For any hypothesis testing, we must first define the null and alternative hypothesis
Since we want to investigate whether the husbands are happier, that the mean difference is negative, that is less than 0,
The null hypothesis, which normally counters the claim to be investigated, would be that there isnt evidence to conclude that the husbands are happier in dual couple marriages. That is, the mean difference in happiness isn't less than 0, that it is equal to or greater than 0.
And the alternative hypothesis, which usually confirms the claim to be tested, is that there is significant evidence to conclude that the husbands are happier in dual couple marriages.
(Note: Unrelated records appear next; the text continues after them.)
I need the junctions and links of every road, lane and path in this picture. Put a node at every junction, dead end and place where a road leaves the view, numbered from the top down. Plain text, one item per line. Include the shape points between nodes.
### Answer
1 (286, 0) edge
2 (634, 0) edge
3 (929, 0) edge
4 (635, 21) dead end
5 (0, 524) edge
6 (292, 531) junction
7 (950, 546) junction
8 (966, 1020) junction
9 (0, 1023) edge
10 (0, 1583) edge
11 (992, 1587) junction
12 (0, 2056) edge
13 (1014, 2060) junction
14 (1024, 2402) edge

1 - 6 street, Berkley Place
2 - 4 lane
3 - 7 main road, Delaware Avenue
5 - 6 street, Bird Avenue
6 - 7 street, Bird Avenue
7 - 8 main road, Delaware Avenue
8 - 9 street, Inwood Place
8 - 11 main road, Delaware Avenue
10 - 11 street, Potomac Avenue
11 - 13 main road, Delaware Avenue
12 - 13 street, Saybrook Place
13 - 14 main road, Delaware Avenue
That is, the mean difference in happiness is less than 0.
Mathematically, if μ is the mean difference in happiness of wives and husbands,
The null hypothesis is represented as
H₀: μ ≥ 0
The alternative hypothesis is represented as
Hₐ: μ < 0
2) To obtain the test statistic, we need the mean and standard deviation first.
Mean = (sum of variables)/(number of variables) = (5/10) = 0.5
Standard deviation = σ = √[Σ(x - xbar)²/N]
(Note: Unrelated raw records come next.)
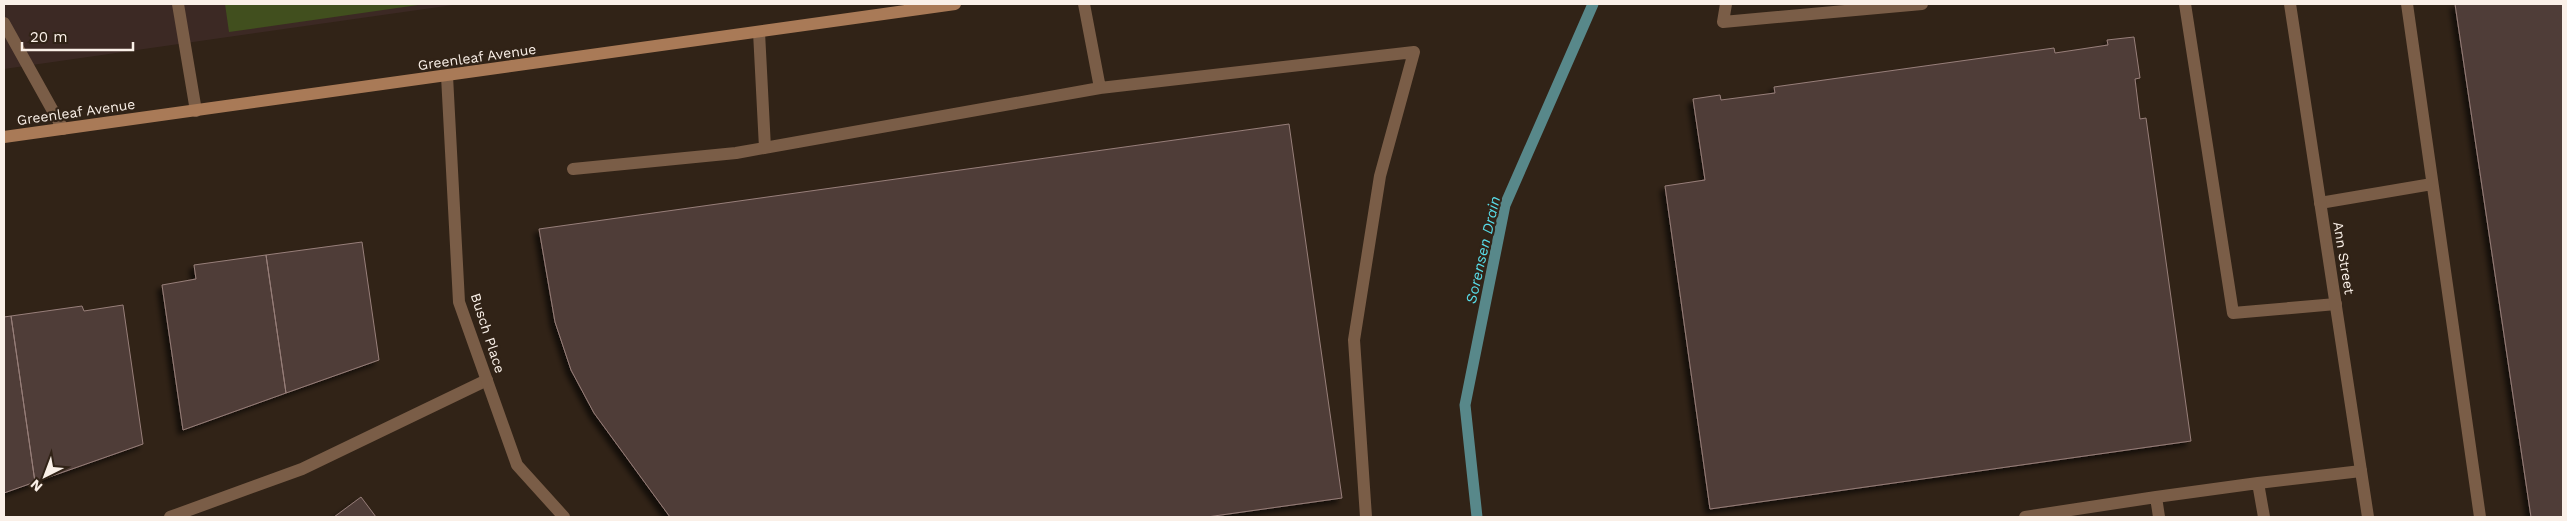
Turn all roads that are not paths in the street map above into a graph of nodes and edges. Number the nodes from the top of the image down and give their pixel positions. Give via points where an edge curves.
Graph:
1 (178, 4) edge
2 (955, 4) edge
3 (1084, 4) edge
4 (1726, 4) edge
5 (1922, 4) edge
6 (2185, 4) edge
7 (2290, 4) edge
8 (2407, 4) edge
9 (4, 24) edge
10 (759, 32) junction
11 (447, 76) junction
12 (1100, 88) junction
13 (196, 111) junction
14 (63, 129) junction
15 (4, 137) edge
16 (765, 148) junction
17 (573, 170) dead end
18 (2432, 184) junction
19 (2320, 204) junction
20 (2336, 304) junction
21 (487, 380) junction
22 (2361, 471) junction
23 (2258, 483) junction
24 (2156, 497) junction
25 (170, 517) edge
26 (564, 517) edge
27 (1366, 517) edge
28 (2025, 517) edge
29 (2159, 517) edge
30 (2264, 517) edge
31 (2368, 517) edge
32 (2480, 517) edge

1 - 13 street
2 - 10 main road, Greenleaf Avenue
3 - 12 street
4 - 5 street via 1723,22
6 - 20 street via 2233,313
7 - 19 street, Ann Street
8 - 18 street
9 - 14 street
10 - 11 main road, Greenleaf Avenue
10 - 16 street
11 - 13 main road, Greenleaf Avenue
11 - 21 street, Busch Place via 459,302
12 - 16 street
12 - 27 street via 1414,52 1380,176 1354,340
13 - 14 main road, Greenleaf Avenue
14 - 15 main road, Greenleaf Avenue
16 - 17 street
18 - 19 street
18 - 32 street
19 - 20 street, Ann Street
20 - 22 street, Ann Street
21 - 25 street via 302,469
21 - 26 street, Busch Place via 517,465
22 - 23 street
22 - 31 street, Ann Street
23 - 24 street
23 - 30 street
24 - 28 street
24 - 29 street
Σ(x - xbar)² = 6(0 - 0.5)² + 3(1 - 0.5)² + (2 - 0.5)² = 1.5 + 0.75 + 2.25 = 4.5
σ = √(4.5/10) = 0.671
we compute the t-test statistic
t = (x - μ)/σₓ
x = sample mean difference = 0.50
μ = 0
σₓ = standard error of the sample mean = (σ/√n)
where n = Sample size = 10,
σ = Sample standard deviation = 0.671
σₓ = (0.671/√10) = 0.2122
t = (0.50 - 0) ÷ 0.2122
t = 2.356
3) checking the tables for the p-value of this t-statistic
Degree of freedom = df = n - 1 = 10 - 1 = 9
Significance level = 5% = 0.05
The hypothesis test uses a one-tailed condition because we're testing only in one direction.
p-value (for t = 2.356, at 0.05 significance level, df = 9, with a one tailed condition) = 0.021441 = 0.0214
4) Alpha = significance level = 5% = 0.05
5) The interpretation of p-values is that
When the (p-value > significance level), we fail to reject the null hypothesis and when the (p-value < significance level), we reject the null hypothesis and accept the alternative hypothesis.
So, for this question, significance level = 0.05
p-value = 0.0214
0.0214 < 0.05
Hence,
p-value < significance level
This means that we reject the null hypothesis, accept the alternative hypothesis & say that there is enough evidence to conclude that the husbands are happier in dual couple marriages.
Hope this Helps!!